• [PROMPT]: Please, without any pictures, set down exactly the part of the listing below that opens with the line containing "middle tip: (1096, 895)" and closes with the line containing "index pip: (465, 151)".

• [DATA FOR THIS EXERCISE]:
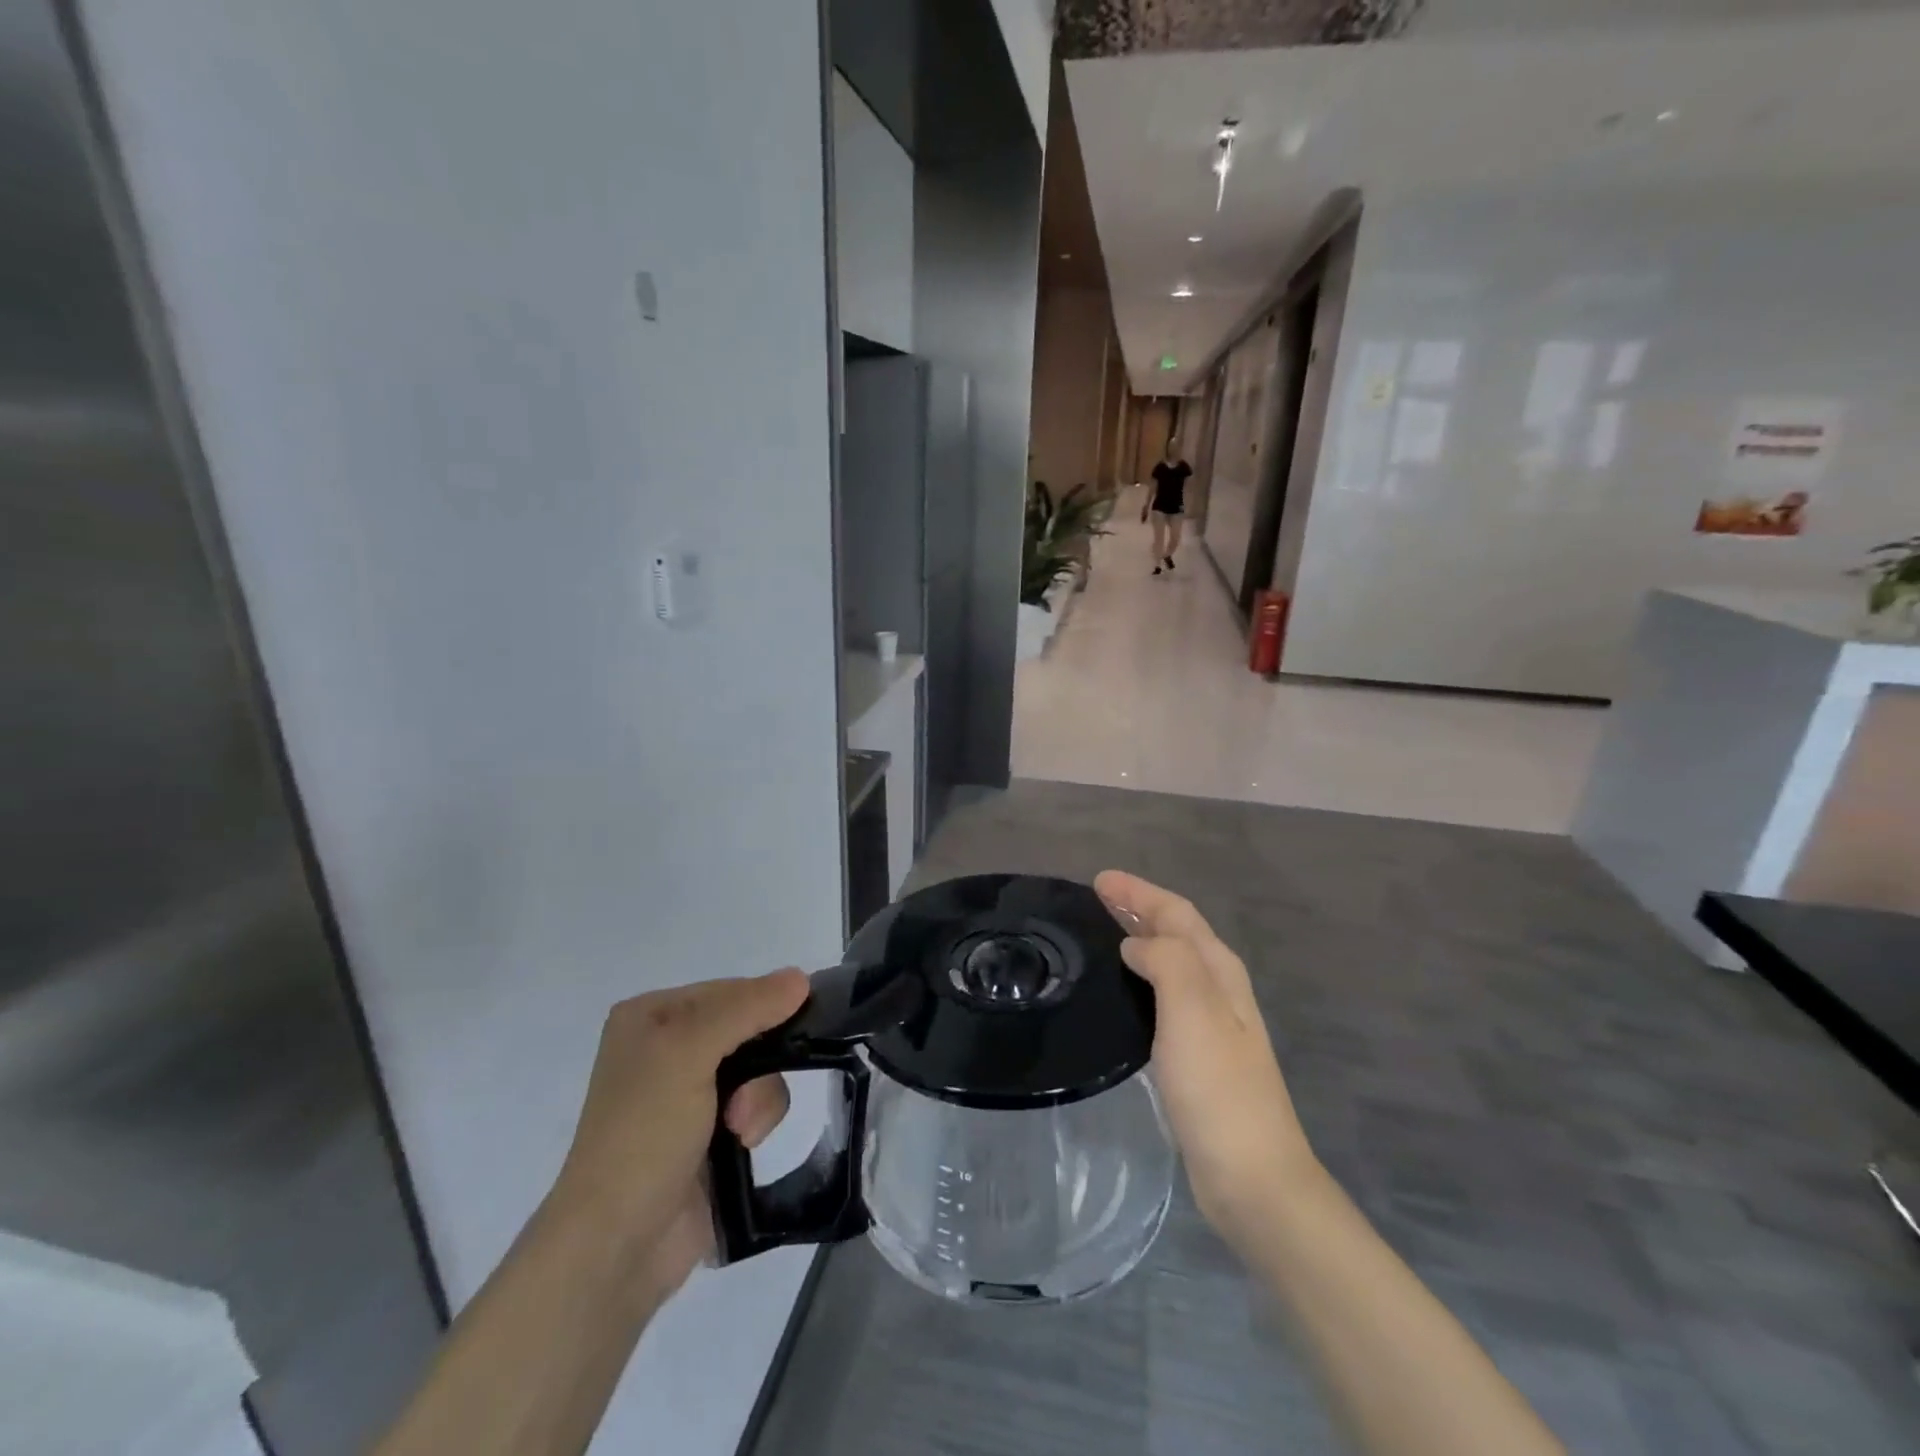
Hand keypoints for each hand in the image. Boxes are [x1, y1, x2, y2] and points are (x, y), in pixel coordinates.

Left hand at [549, 969, 808, 1303]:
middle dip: (759, 1064)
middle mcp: (668, 1048)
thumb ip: (746, 1009)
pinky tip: (741, 1146)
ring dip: (759, 1099)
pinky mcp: (709, 1133)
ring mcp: (688, 1094)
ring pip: (759, 1070)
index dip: (763, 1006)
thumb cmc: (643, 1134)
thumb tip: (800, 977)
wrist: (617, 1245)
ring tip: (739, 1131)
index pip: (729, 990)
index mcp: (651, 1017)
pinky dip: (757, 1122)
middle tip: (744, 1098)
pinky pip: (757, 1106)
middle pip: (749, 1030)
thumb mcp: (688, 1054)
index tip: (793, 1028)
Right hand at [1094, 870, 1318, 1242]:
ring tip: (1104, 931)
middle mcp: (1219, 989)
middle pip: (1177, 933)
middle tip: (1096, 895)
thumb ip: (1167, 962)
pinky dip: (1142, 975)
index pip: (1177, 914)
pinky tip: (1123, 989)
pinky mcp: (1196, 1055)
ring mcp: (1211, 1024)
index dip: (1140, 892)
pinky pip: (1164, 994)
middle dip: (1139, 908)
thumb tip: (1136, 944)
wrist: (1251, 1176)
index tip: (1099, 880)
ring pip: (1171, 962)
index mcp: (1219, 972)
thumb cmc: (1218, 1088)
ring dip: (1141, 938)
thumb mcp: (1193, 1011)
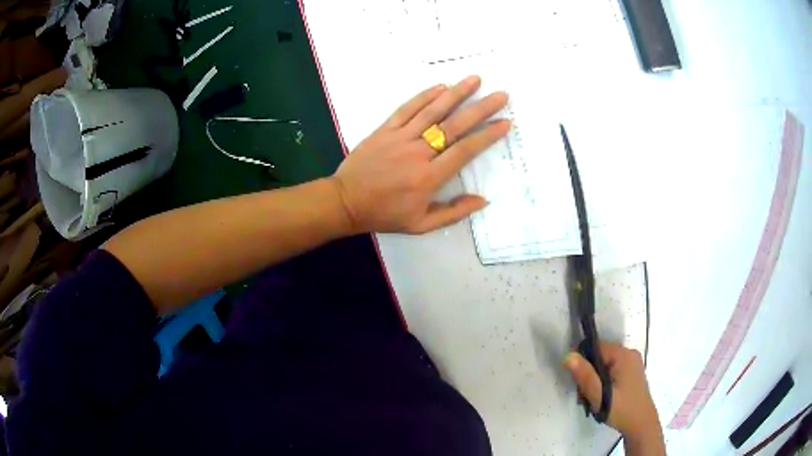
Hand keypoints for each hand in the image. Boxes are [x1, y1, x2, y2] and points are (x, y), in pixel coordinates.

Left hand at [331, 76, 509, 233]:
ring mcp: (400, 138)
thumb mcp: (421, 225)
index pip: (465, 151)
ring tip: (475, 79)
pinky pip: (407, 109)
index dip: (487, 136)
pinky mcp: (385, 130)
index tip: (505, 123)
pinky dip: (424, 96)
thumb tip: (483, 200)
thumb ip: (454, 212)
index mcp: (429, 178)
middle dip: (481, 109)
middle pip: (454, 126)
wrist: (346, 202)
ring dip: (456, 93)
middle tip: (500, 95)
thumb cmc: (385, 214)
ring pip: (432, 111)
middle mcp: (418, 153)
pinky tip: (440, 86)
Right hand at [563, 343, 664, 453]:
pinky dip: (604, 382)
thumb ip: (584, 375)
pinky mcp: (633, 373)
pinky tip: (603, 398)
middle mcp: (630, 354)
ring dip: (596, 380)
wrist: (642, 425)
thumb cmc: (621, 410)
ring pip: (605, 365)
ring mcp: (633, 363)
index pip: (596, 347)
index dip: (583, 362)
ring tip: (593, 400)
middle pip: (600, 356)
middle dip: (589, 374)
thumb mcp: (599, 396)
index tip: (578, 383)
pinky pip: (613, 371)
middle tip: (585, 396)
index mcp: (623, 355)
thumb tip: (567, 355)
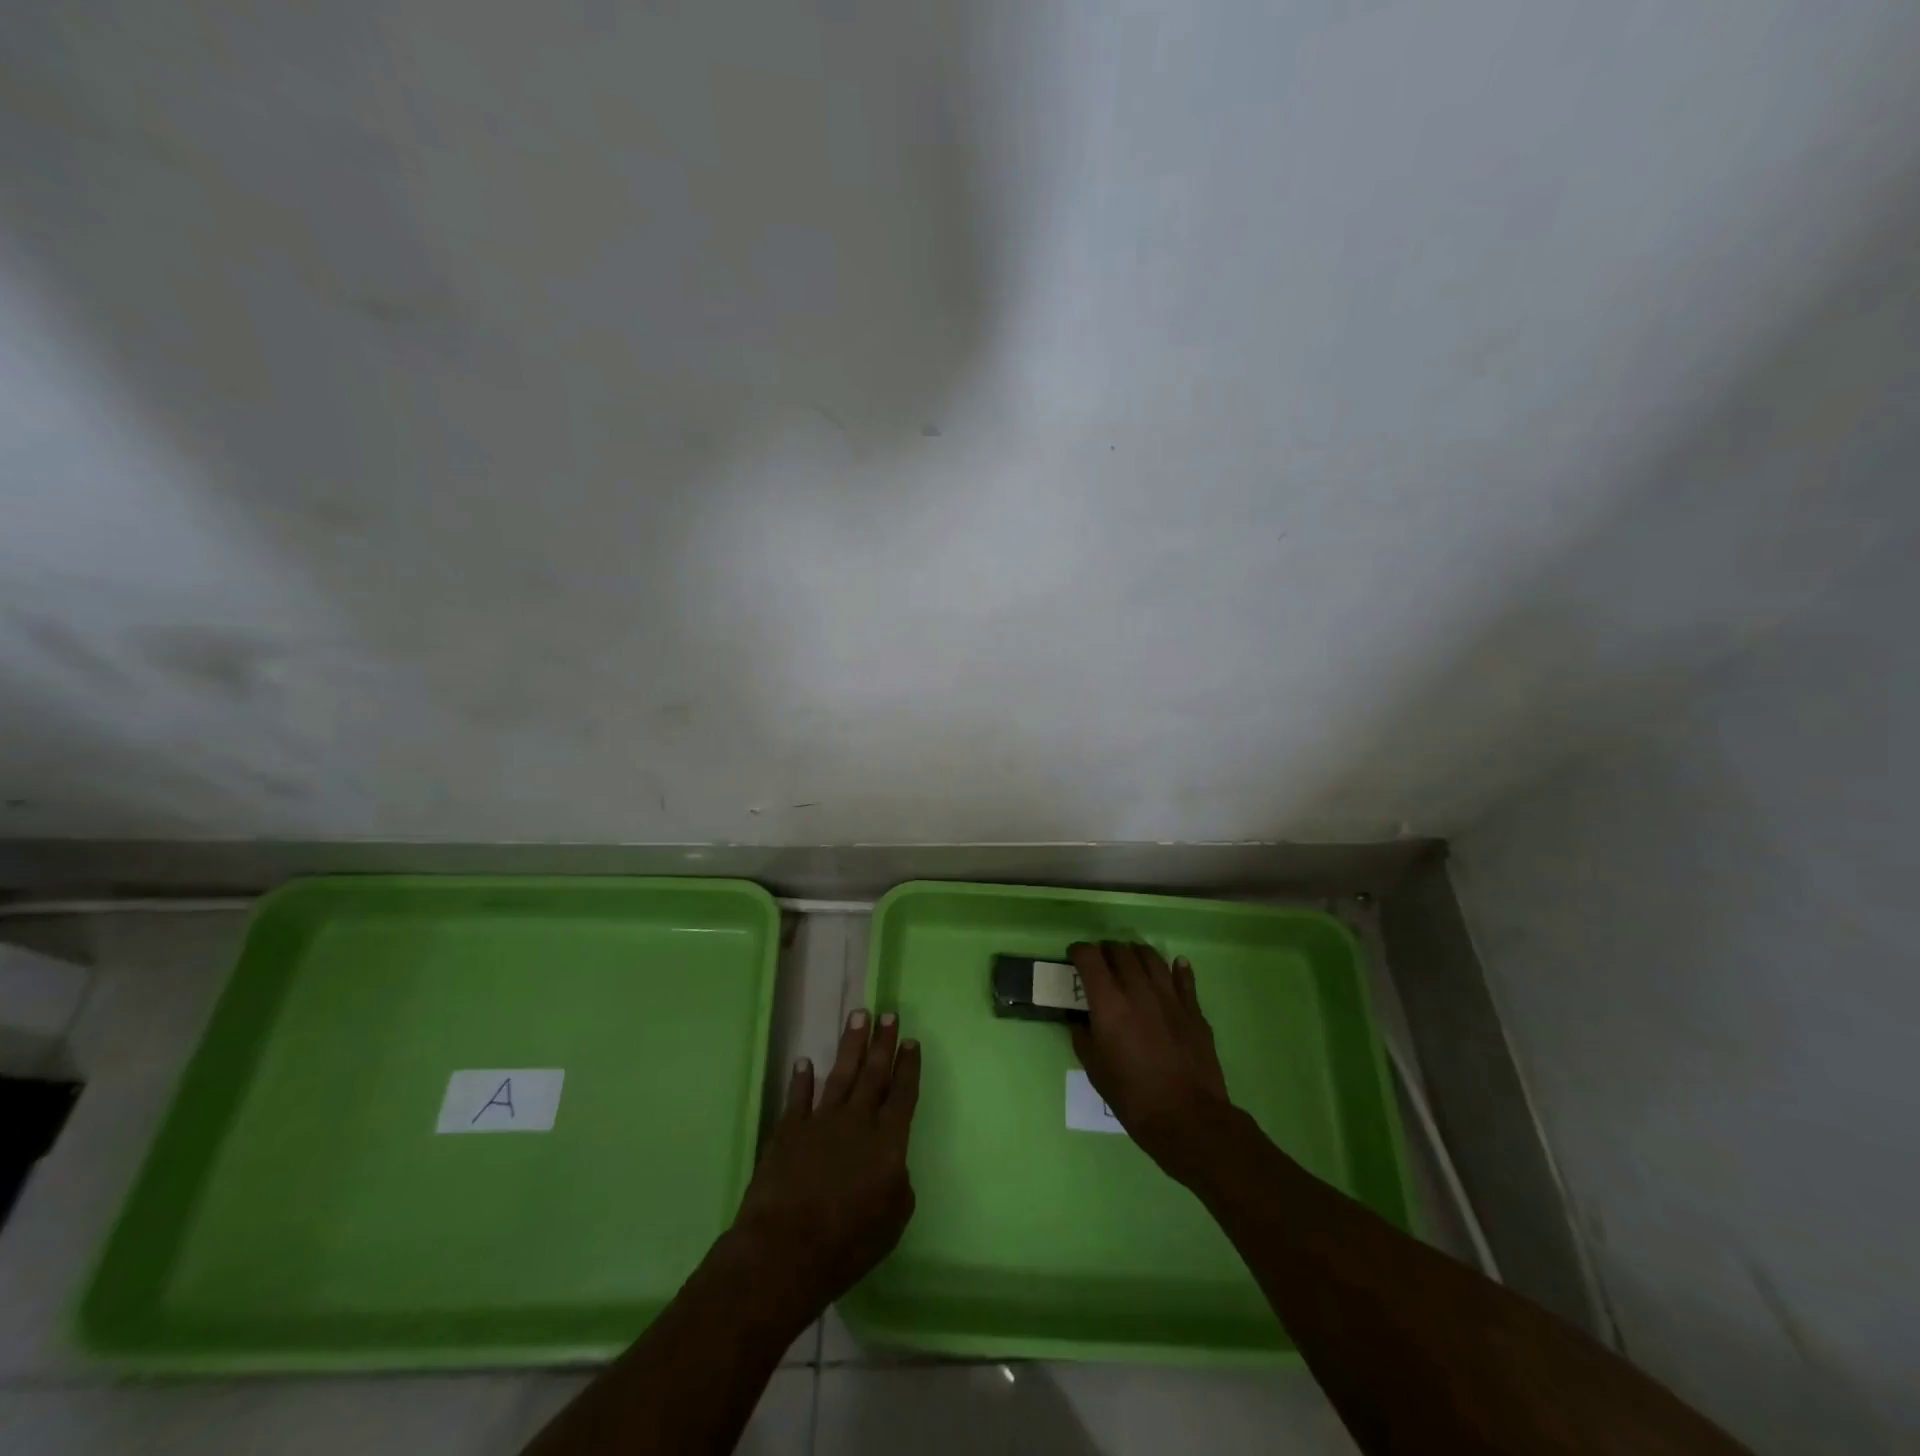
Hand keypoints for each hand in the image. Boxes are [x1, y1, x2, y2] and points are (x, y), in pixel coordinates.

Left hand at [730, 1008, 919, 1322]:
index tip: (911, 1041)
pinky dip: (801, 1079)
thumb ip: (899, 1184)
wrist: (786, 1249)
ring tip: (858, 1016)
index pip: (902, 1093)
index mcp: (888, 1141)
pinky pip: (798, 1097)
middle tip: (888, 1013)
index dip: (908, 1066)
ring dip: (850, 1044)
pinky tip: (804, 1062)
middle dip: (883, 1042)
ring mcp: (820, 1121)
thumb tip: (893, 1164)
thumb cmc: (848, 1243)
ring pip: (840, 1073)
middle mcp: (857, 1121)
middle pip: (873, 1073)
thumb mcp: (893, 1221)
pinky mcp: (789, 1130)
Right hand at [1069, 941, 1234, 1183]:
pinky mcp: (1193, 1009)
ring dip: (1136, 953)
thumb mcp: (1095, 1070)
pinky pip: (1184, 978)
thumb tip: (1080, 1020)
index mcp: (1109, 1003)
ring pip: (1151, 957)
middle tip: (1100, 961)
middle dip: (1105, 950)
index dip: (1078, 951)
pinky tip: (1175, 965)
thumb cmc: (1133, 1097)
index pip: (1090, 958)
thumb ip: (1083, 1037)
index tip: (1074, 956)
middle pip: (1120, 951)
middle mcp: (1138, 990)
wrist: (1188, 1118)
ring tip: (1130, 959)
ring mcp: (1169, 997)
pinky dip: (1177, 968)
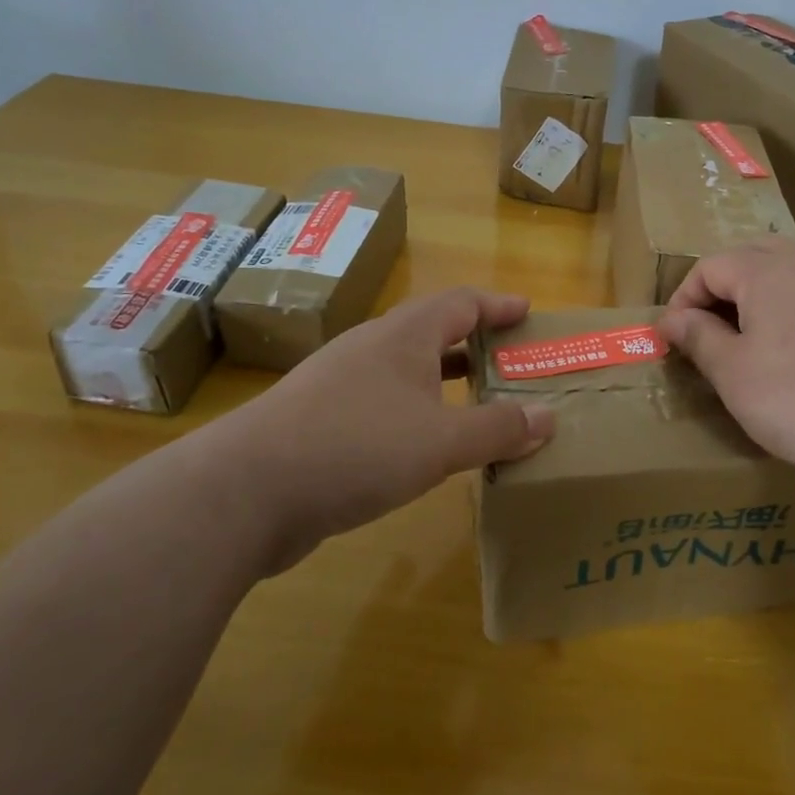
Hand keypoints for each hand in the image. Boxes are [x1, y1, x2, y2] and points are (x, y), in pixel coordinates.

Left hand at [196, 288, 555, 572]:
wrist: (245, 491)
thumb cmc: (356, 447)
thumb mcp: (441, 441)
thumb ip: (498, 428)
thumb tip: (549, 416)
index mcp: (403, 336)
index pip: (461, 303)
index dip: (497, 304)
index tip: (527, 311)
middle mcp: (371, 349)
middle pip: (432, 331)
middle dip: (475, 342)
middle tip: (512, 359)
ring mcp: (340, 384)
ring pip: (406, 370)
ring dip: (445, 380)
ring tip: (479, 401)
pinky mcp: (320, 421)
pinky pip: (384, 403)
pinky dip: (417, 412)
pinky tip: (425, 444)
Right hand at [658, 238, 794, 498]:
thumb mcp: (732, 372)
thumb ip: (698, 336)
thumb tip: (672, 319)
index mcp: (766, 270)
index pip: (710, 266)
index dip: (683, 297)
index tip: (673, 336)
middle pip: (750, 255)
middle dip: (720, 286)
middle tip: (705, 327)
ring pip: (786, 270)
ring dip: (755, 293)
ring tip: (743, 337)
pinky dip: (789, 306)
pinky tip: (790, 349)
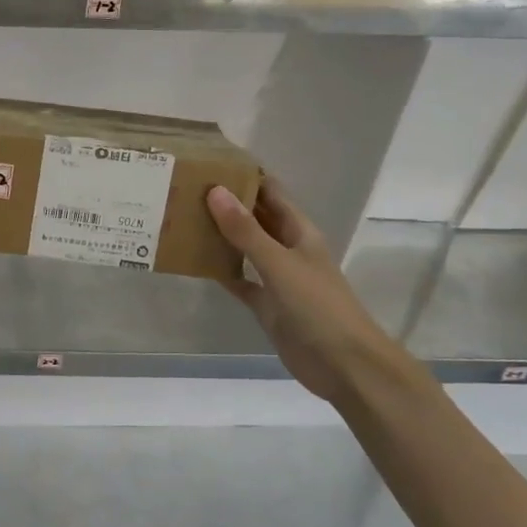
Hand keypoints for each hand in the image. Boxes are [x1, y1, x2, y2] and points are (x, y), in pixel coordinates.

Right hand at [206, 180, 400, 400]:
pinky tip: (194, 261)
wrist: (344, 365)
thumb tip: (215, 191)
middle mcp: (286, 248)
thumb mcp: (279, 264)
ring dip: (219, 233)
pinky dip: (220, 269)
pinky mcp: (266, 303)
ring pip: (243, 246)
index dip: (244, 175)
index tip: (208, 161)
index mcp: (298, 231)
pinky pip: (238, 279)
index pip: (269, 191)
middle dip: (225, 201)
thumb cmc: (318, 307)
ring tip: (182, 217)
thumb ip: (246, 231)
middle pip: (254, 216)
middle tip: (184, 186)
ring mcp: (276, 276)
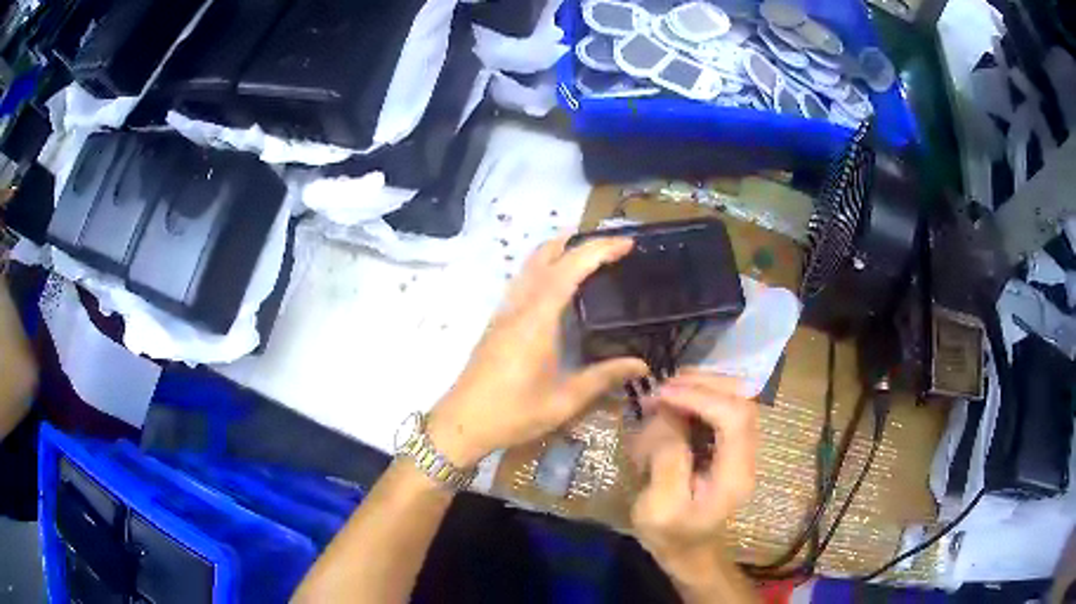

• [SOLUTION TO THIS TASK]:
middle tip: (1096, 895)
thumb ip: (1167, 962)
pinky dip: (1142, 975)
index pip: (1177, 914)
pinky tip: (1123, 989)
pinky mcp: (1196, 1055)
ring mcp: (1211, 1024)
index dip: (1140, 892)
pinky pip: (1164, 994)
middle dip: (1139, 908)
thumb tip: (1136, 944)
wrist: (1251, 1176)
index tip: (1099, 880)
ring pip: (1171, 962)
index mcp: (1219, 972)
thumb cmc: (1218, 1088)
ring dip: (1141, 938)
thumb mcp: (1193, 1011)
Hand keypoints for each hand in the image. Boxes are [x1, y1, x2, y2] and points are (x, y), in pixel coordinates.

Left hand at [331, 76, 509, 233]:
ring mcp: (400, 138)
thumb mcp: (421, 225)
index pip: (465, 151)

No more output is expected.